Reputation: 761
I am confused about a couple of things when it comes to the issue of stdout
and stderr
being buffered/unbuffered:
Is the statement "stdout/err is buffered/unbuffered" decided by my Operating System or the programming language library functions (particular the write()
or print()
functions) that I am working with ?
While programming in C, I have always gone by the rule that stdout
is buffered while stderr
is unbuffered. I have seen this in action by calling sleep()
after putchar()
statements within a while
loop to see the individual characters being placed on stderr
one by one, while only complete lines appeared in stdout
. When I tried to replicate this program in python, both stderr
and stdout
had the same behaviour: produced complete lines - so I looked this up and found a post that said:
sys.stderr is line-buffered by default since Python 3.9.
Hence the question - because I was under the impression that the behaviour of stderr
being buffered/unbuffered was decided and fixed by the OS but apparently, code libraries free to implement their own behaviour ? Can I hypothetically write a routine that writes to stdout without a buffer ?
The relevant code snippets for reference:
/* C */
while ((c = fgetc(file)) != EOF) {
fputc(c, stdout /* or stderr */);
usleep(800);
}
# Python
for line in file:
for ch in line:
print(ch, end='', file=sys.stdout) # or sys.stderr
time.sleep(0.08);
Secondly, my understanding of the need for buffering is that: since disk access is slower than RAM access, writing individual bytes would be inefficient and thus bytes are written in blocks. But is writing to a device file like /dev/stdout
and /dev/stdin
the same as writing to disk? (Isn't disk supposed to be permanent?
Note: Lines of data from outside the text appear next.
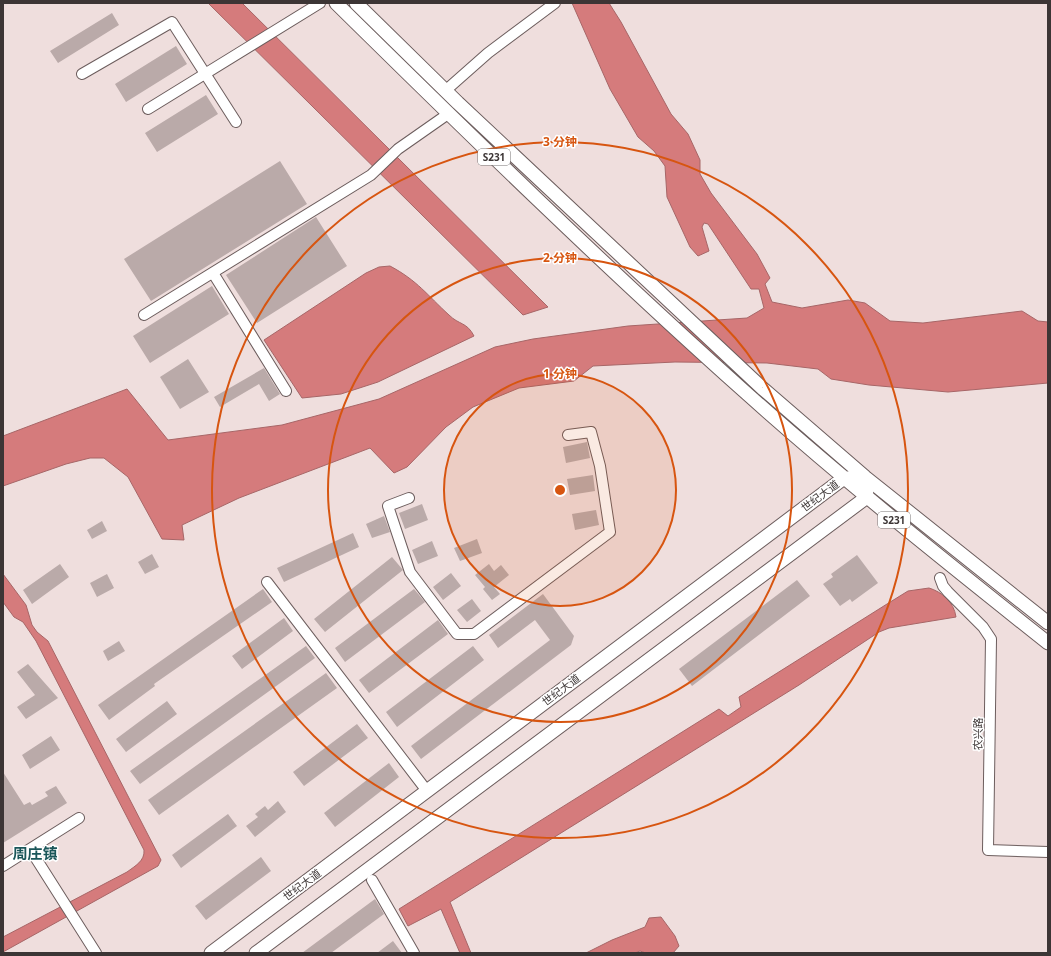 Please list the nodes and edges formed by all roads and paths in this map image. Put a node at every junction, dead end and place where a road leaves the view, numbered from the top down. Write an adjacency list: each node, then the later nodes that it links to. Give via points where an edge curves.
1 (320, 3): 6 (street)
2 (336, 3): 9 (main road, S231)
3 (356, 3): 7 (main road, S231)
4 (555, 3): 7 (street, via 488,53)
5 (82, 74): 6 (street, via 172,22)
6 (205, 74): 8 (street); 10 (street)
7 (445, 90): 15 (main road, S231, via 762,388)
8 (148, 108)
9 (448, 114): 11 (street, via 398,149 371,175); 16 (main road, S231, via 744,392)
10 (236, 122)
11 (213, 273): 12 (street); 13 (street)
12 (144, 315)
13 (286, 391)
14 (568, 435): 18 (street, via 591,432 600,466 610,532 474,634 457,634 410,572 388,506)
15 (865, 477): 16 (main road, 世纪大道); 17 (main road); 21 (main road, S231)
16 (844, 478): 17 (main road, S231); 23 (main road, 世纪大道)
17 (867, 497): 22 (main road, S231); 31 (main road)
18 (409, 498)
19 (940, 578): 26 (street, 农兴路, via 948,592 983,627 991,639 988,850)
20 (267, 582): 23 (street)
21 (1048, 623)
22 (1048, 643)
23 (427, 791): 30 (main road, 世纪大道)
24 (79, 818): 25 (street)
25 (30, 849): 27 (street); 29 (street)
26 (1048, 852)
27 (3, 866)
28 (372, 880): 32 (street)
29 (96, 953)
30 (211, 953)
31 (256, 953)
32 (414, 953)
Stuff written to stdout
or stderr
only appears in the terminal, if connected, and then lost right?)
Finally, is there really a need for stderr
to be unbuffered in C if it is less efficient?
Upvotes: 3
Views: 1911
Reputation: 180113
Is the statement "stdout/err is buffered/unbuffered" decided by my Operating System or the programming language library functions (particular the write() or print() functions) that I am working with ?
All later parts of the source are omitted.